**Exercise material**

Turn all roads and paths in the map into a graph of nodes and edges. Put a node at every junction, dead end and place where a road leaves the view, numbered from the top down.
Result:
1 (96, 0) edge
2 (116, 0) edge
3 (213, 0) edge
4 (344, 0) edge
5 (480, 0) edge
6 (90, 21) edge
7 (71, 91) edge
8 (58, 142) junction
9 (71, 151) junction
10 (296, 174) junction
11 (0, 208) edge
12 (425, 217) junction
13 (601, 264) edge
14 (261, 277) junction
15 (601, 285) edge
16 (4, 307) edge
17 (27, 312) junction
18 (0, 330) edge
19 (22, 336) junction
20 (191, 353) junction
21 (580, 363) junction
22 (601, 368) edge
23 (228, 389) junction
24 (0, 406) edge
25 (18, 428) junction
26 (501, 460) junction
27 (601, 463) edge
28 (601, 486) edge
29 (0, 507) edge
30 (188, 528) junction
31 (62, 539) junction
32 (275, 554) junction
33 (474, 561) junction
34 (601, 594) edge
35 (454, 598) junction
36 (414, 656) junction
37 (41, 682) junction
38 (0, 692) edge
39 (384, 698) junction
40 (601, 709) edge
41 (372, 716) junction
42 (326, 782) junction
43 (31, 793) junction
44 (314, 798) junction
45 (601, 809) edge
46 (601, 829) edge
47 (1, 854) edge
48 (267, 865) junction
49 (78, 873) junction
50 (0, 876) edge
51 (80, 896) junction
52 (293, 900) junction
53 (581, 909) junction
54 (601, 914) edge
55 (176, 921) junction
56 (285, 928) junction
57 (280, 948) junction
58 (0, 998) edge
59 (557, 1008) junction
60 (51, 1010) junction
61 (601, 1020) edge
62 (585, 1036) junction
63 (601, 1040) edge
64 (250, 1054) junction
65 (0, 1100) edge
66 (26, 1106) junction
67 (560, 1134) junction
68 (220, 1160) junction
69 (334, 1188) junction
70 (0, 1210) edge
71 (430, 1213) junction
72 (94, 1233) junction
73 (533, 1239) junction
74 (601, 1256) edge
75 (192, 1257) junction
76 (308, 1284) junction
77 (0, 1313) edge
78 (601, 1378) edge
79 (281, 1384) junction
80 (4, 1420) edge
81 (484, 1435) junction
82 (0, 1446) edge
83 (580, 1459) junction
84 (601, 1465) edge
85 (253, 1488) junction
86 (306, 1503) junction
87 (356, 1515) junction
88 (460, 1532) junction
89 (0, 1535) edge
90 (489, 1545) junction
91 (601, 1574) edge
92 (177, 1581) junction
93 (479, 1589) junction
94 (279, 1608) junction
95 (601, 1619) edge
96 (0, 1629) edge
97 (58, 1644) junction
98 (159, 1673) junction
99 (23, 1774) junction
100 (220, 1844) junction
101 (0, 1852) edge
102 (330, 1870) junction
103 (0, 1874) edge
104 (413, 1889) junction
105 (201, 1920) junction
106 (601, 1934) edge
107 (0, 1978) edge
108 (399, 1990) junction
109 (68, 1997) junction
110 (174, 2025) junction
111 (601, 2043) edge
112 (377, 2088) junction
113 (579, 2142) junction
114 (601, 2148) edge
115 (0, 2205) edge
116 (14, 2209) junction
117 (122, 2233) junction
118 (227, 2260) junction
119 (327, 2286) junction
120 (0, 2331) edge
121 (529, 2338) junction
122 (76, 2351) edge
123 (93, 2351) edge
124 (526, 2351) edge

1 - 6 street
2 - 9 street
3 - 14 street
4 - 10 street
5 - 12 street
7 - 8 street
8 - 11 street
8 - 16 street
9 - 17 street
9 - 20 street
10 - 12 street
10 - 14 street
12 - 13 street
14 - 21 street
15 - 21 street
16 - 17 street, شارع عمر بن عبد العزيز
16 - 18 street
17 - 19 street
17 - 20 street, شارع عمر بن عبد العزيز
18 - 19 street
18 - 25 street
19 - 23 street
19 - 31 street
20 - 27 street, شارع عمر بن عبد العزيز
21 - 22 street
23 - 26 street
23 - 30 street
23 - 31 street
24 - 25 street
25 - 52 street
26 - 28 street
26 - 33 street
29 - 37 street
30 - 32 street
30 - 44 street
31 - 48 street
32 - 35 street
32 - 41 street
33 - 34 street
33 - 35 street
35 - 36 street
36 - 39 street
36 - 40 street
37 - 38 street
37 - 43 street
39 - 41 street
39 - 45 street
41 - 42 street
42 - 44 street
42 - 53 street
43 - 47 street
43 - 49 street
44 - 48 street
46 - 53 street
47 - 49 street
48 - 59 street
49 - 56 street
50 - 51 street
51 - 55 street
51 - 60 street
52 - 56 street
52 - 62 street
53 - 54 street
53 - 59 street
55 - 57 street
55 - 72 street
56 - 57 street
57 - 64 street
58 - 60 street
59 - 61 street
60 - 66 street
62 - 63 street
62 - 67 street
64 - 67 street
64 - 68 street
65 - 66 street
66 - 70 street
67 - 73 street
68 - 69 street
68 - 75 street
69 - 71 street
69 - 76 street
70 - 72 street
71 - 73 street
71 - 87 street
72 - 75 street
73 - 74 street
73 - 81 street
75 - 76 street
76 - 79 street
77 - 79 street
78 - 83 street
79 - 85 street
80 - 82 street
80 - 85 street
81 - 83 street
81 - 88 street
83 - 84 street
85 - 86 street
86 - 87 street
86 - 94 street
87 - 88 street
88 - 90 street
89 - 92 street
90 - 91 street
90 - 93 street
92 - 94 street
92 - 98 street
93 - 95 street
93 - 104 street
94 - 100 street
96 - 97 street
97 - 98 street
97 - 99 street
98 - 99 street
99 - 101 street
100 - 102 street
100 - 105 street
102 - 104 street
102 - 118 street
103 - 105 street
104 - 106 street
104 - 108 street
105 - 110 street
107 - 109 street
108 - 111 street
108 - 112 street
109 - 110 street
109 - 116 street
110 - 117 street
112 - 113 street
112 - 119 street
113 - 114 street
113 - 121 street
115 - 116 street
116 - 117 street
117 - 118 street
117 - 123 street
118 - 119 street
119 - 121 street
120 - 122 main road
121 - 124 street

**Exercise prompt**
Repeat all of the material above exactly, with no line dropped.

**Answer box**
Turn all roads and paths in the map into a graph of nodes and edges. Put a node at every junction, dead end and place where a road leaves the view, numbered from the top down.
Result:
1 (96, 0) edge
2 (116, 0) edge
3 (213, 0) edge
4 (344, 0) edge
5 (480, 0) edge
6 (90, 21) edge
7 (71, 91) edge
8 (58, 142) junction
9 (71, 151) junction
10 (296, 174) junction
11 (0, 208) edge
12 (425, 217) junction
13 (601, 264) edge
14 (261, 277) junction
15 (601, 285) edge
16 (4, 307) edge
17 (27, 312) junction
18 (0, 330) edge
19 (22, 336) junction
20 (191, 353) junction
21 (580, 363) junction
22 (601, 368) edge
23 (228, 389) junction
24 (0, 406) edge
25 (18, 428) junction
26 (501, 460) junction
27 (601, 463) edge
28 (601, 486) edge
29 (0, 507) edge
30 (188, 528) junction
31 (62, 539) junction
32 (275, 554) junction
33 (474, 561) junction
34 (601, 594) edge
35 (454, 598) junction
36 (414, 656) junction
37 (41, 682) junction
38 (0, 692) edge
39 (384, 698) junction
40 (601, 709) edge
41 (372, 716) junction
42 (326, 782) junction
43 (31, 793) junction
44 (314, 798) junction
45 (601, 809) edge
46 (601, 829) edge
47 (1, 854) edge
48 (267, 865) junction
49 (78, 873) junction
50 (0, 876) edge
51 (80, 896) junction
52 (293, 900) junction
53 (581, 909) junction
54 (601, 914) edge
55 (176, 921) junction
56 (285, 928) junction
57 (280, 948) junction
58 (0, 998) edge
59 (557, 1008) junction
60 (51, 1010) junction
61 (601, 1020) edge
62 (585, 1036) junction
63 (601, 1040) edge
64 (250, 1054) junction
65 (0, 1100) edge
66 (26, 1106) junction
67 (560, 1134) junction
68 (220, 1160) junction
69 (334, 1188) junction
70 (0, 1210) edge
71 (430, 1213) junction
72 (94, 1233) junction
73 (533, 1239) junction
74 (601, 1256) edge
75 (192, 1257) junction
76 (308, 1284) junction
77 (0, 1313) edge
78 (601, 1378) edge
79 (281, 1384) junction
80 (4, 1420) edge
81 (484, 1435) junction
82 (0, 1446) edge
83 (580, 1459) junction
84 (601, 1465) edge
85 (253, 1488) junction
86 (306, 1503) junction
87 (356, 1515) junction
88 (460, 1532) junction
89 (0, 1535) edge
90 (489, 1545) junction
91 (601, 1574) edge
92 (177, 1581) junction
93 (479, 1589) junction
94 (279, 1608) junction
95 (601, 1619) edge
96 (0, 1629) edge
97 (58, 1644) junction
98 (159, 1673) junction
99 (23, 1774) junction
100 (220, 1844) junction
101 (0, 1852) edge
102 (330, 1870) junction
103 (0, 1874) edge
104 (413, 1889) junction
105 (201, 1920) junction
106 (601, 1934) edge
107 (0, 1978) edge
108 (399, 1990) junction
109 (68, 1997) junction
110 (174, 2025) junction
111 (601, 2043) edge
112 (377, 2088) junction
113 (579, 2142) junction
114 (601, 2148) edge
115 (0, 2205) edge
116 (14, 2209) junction
117 (122, 2233) junction
118 (227, 2260) junction
119 (327, 2286) junction
120 (0, 2331) edge
121 (529, 2338) junction
122 (76, 2351) edge
123 (93, 2351) edge
124 (526, 2351) edge

1 - 6 street
2 - 9 street
3 - 14 street
4 - 10 street
5 - 12 street
7 - 8 street
8 - 11 street
8 - 16 street
9 - 17 street
9 - 20 street
10 - 12 street
10 - 14 street
12 - 13 street
14 - 21 street
15 - 21 street
16 - 17 street, شارع عمر بن عبد العزيز
16 - 18 street
17 - 19 street
17 - 20 street, شارع عمر بن عبد العزيز
18 - 19 street
18 - 25 street
19 - 23 street
19 - 31 street
20 - 27 street, شارع عمر بن عبد العزيز
21 - 22 street
23 - 26 street
23 - 30 street
23 - 31 street
24 - 25 street
25 - 52 street
26 - 28 street
26 - 33 street
29 - 37 street
30 - 32 street
30 - 44 street
31 - 48 street
32 - 35 street
32 - 41 street
33 - 34 street
33 - 35 street
35 - 36 street
36 - 39 street
36 - 40 street
37 - 38 street
37 - 43 street
39 - 41 street
39 - 45 street
41 - 42 street
42 - 44 street
42 - 53 street
43 - 47 street
43 - 49 street
44 - 48 street
46 - 53 street
47 - 49 street
48 - 59 street
49 - 56 street
50 - 51 street
51 - 55 street
51 - 60 street
52 - 56 street
52 - 62 street
53 - 54 street
53 - 59 street
55 - 57 street
55 - 72 street
56 - 57 street
57 - 64 street
58 - 60 street
59 - 61 street
60 - 66 street
62 - 63 street
62 - 67 street
64 - 67 street
64 - 68 street
65 - 66 street
66 - 70 street
67 - 73 street
68 - 69 street
68 - 75 street
69 - 71 street
69 - 76 street
70 - 72 street
71 - 73 street
71 - 87 street
72 - 75 street
73 - 74 street
73 - 81 street
75 - 76 street
76 - 79 street
77 - 79 street
78 - 83 street
79 - 85 street
80 - 82 street
80 - 85 street
81 - 83 street
81 - 88 street
83 - 84 street
85 - 86 street
86 - 87 street
86 - 94 street
87 - 88 street
88 - 90 street
89 - 92 street
90 - 91 street
90 - 93 street
92 - 94 street
92 - 98 street
93 - 95 street
93 - 104 street
94 - 100 street
96 - 97 street
97 - 98 street
97 - 99 street
98 - 99 street
99 - 101 street
100 - 102 street
100 - 105 street
102 - 104 street
102 - 118 street
103 - 105 street
104 - 106 street
104 - 108 street
105 - 110 street
107 - 109 street
108 - 111 street
108 - 112 street
109 - 110 street
109 - 116 street
110 - 117 street
112 - 113 street
112 - 119 street
113 - 114 street
113 - 121 street
115 - 116 street
116 - 117 street
117 - 118 street
117 - 123 street
118 - 119 street
119 - 121 street
120 - 122 main road
121 - 124 street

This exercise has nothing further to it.